Der Makel als Alleinerzieherin

„Herr unser Gott, wir danken dir für unsere Mutter. Es ist wichtig, daß Mutter bei uns bleibt und gesund ist. Amen.“ (Muttertagsgottesdienst)

 Der Grund für die Einweisung Georgs in ein katholisches Heim ist repräsentativ für viele seiner LeidensgenossInnen. Der alleinerziehenden Mutter, die zeitweise auch mit psychischen Problemen zu kämpfen hatte, wurde nicht zugetraut, ausreichend für das Kindeswohl sorgen zu können. Dabei spielte weniger die sorgfältige Prüfung der Lebensumstände der Ein-Eltern-Familie oder des Entwicklungsstandes des Buben eine Rolle, um sodann Maßnahmen zu treffen, welche Mutter und Kind stützen und fördern würden. Allein die Tatsache, eine Ledige mit Kind zu sein, führte zur automatischen Amtsvormundschaft, welche die Mutter geradezu entmündigte und die Fürsorgerin mit weitreichenden Entscheidungsbefugnissen ausstattete.

Die Mutter: Schneiderin wollte sie werden, sich ein eigenes Leben erarbeiten. „Du bist ein fesches Dirndl, wozu willst du einen Beruf lernen, wirst ja doch geheiratet. Das ist doch hinausgeschmissenes Geld“, bekommt sie zu hören. Ein Allerweltsschicksal, ein ganz „normales“ Frauenschicksal in der Tiroler Provinz, das seinen Lauf nimmt. Zum Unglück der Mutter sollte sich geradezu zwangsläufig das Unglück des Sohnes gesellen. Sie zieht in die Stadt, verliebt sich, wird geschwängert, der Mann nimmt seine Verantwortung nicht wahr und macht sich aus dem Staub. Die logische Konsequenz: Sie kehrt in ihren Heimatort zurück. Was gilt eine Frau ohne Mann in dieser Situation in der Tiroler Gesellschaft?

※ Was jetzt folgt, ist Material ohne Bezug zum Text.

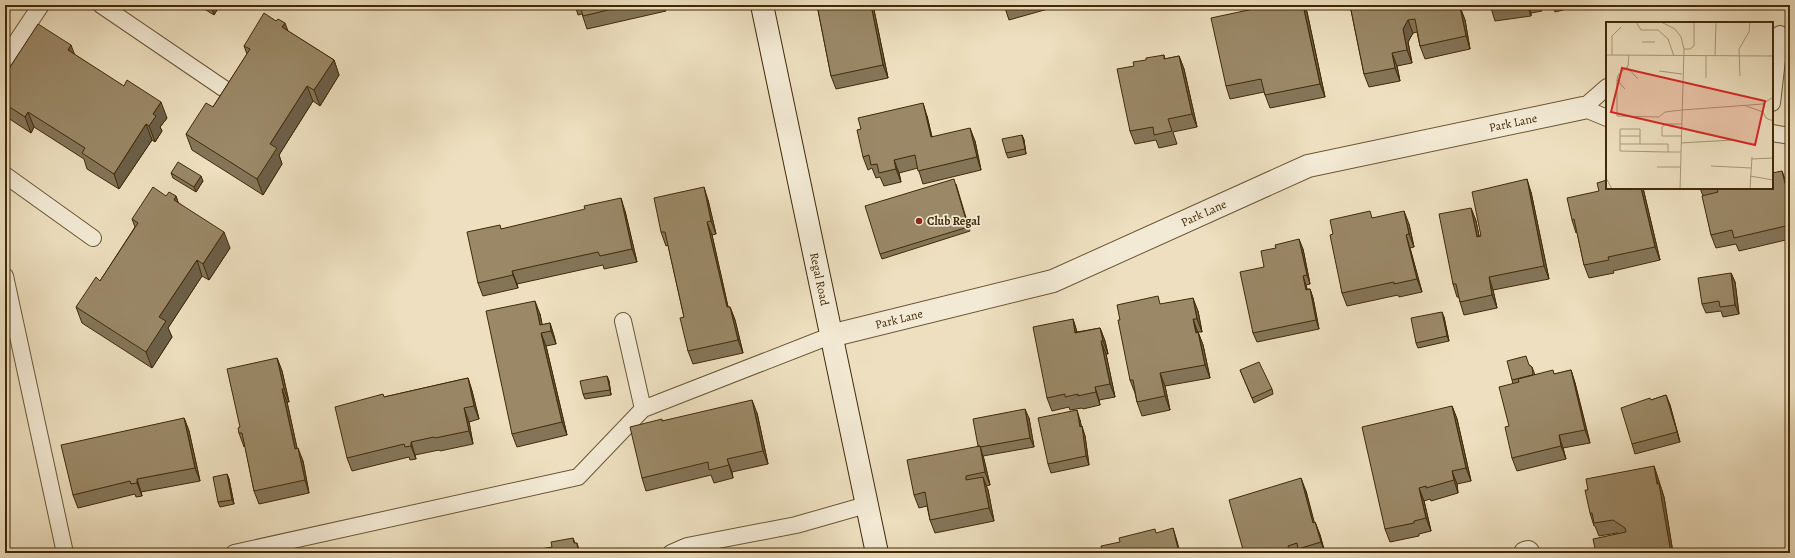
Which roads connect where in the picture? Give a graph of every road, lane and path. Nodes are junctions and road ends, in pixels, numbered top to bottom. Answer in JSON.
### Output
{"nodes":[{"id":1,"x":41,"y":5,"type":"edge"},
{"id":2,"x":101,"y":5,"type":"edge"},
{"id":3,"x":762,"y":5,"type":"edge"},
{"id":4,"x":1781,"y":33,"type":"edge"},
{"id":5,"x":5,"y":59,"type":"edge"},
{"id":6,"x":223,"y":88,"type":"edge"},
{"id":7,"x":1606,"y":88,"type":"edge"},
{"id":8,"x":1773,"y":95,"type":"edge"},
{"id":9,"x":1583,"y":108,"type":"junction"},
{"id":10,"x":1606,"y":118,"type":"edge"},
{"id":11,"x":1773,"y":133,"type":"edge"},
{"id":12,"x":1790,"y":136,"type":"edge"},
{"id":13,"x":5,"y":175,"type":"edge"},
{"id":14,"x":93,"y":238,"type":"dead end"},
{"id":15,"x":5,"y":276,"type":"edge"},
{"id":16,"x":623,"y":321,"type":"dead end"},
{"id":17,"x":830,"y":336,"type":"junction"},
{"id":18,"x":643,"y":409,"type":"junction"},
{"id":19,"x":866,"y":505,"type":"junction"},
{"id":20,"x":65,"y":553,"type":"edge"},
{"id":21,"x":234,"y":553,"type":"edge"},
{"id":22,"x":671,"y":553,"type":"edge"},
{"id":23,"x":877,"y":553,"type":"edge"}],
"edges":[{"from":1,"to":5,"type":"lane"},
{"from":2,"to":6,"type":"lane"},
{"from":3,"to":17,"type":"street","name":"Regal Road"},
{"from":4,"to":8,"type":"lane"},
{"from":7,"to":9,"type":"lane"},
{"from":9,"to":10,"type":"lane"},
{"from":9,"to":17,"type":"street","name":"Park Lane"},
{"from":11,"to":12,"type":"lane"},
{"from":13,"to":14,"type":"lane"},
{"from":15,"to":20,"type":"lane"},
{"from":16,"to":18,"type":"lane"},
{"from":17,"to":18,"type":"lane"},
{"from":17,"to":19,"type":"street","name":"Regal Road"},
{"from":18,"to":21,"type":"lane"},
{"from":19,"to":22,"type":"lane"},
{"from":19,"to":23,"type":"street","name":"Regal Road"}]}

Zunächst halten sich die Folgen des „Fehltritts“, wie die Geburt eines unehelichen Kindes allgemein in ihrem Umfeld gesehen wird, noch einigermaßen in Grenzen. Die ersten paar Jahre leben die beiden bei Georgs Großmutter. Doch bald nach ihrem Tod beginnen die Schwierigkeiten. Die Mutter findet Arbeit bei einem Schneidermeister im Ort, nach kurzer Zeit stellt sich allerdings heraus, dass in Wirklichkeit eine tüchtige Ehefrau für dessen behinderten Bruder gesucht wird. Die Mutter weist dieses Unterfangen jedoch brüsk zurück. Nun schaltet sich die Schwester ein, die sich intensiv um den behinderten Bruder gekümmert hat, eine Schwester, die zugleich auch Ordensschwester und Gemeindekrankenschwester ist. Sie bemüht sich darum, dass die Kinder Gottes den rechten Weg finden und tritt daher im Ort als treibende Kraft bei der Einweisung von Buben und Mädchen in katholische Erziehungsheime auf. So können sich in Georgs Fall ihre persönlichen Privatinteressen, Rachegelüste und ihr missionarischer Eifer hinter hehren christlich-moralischen Wertmaßstäben verstecken.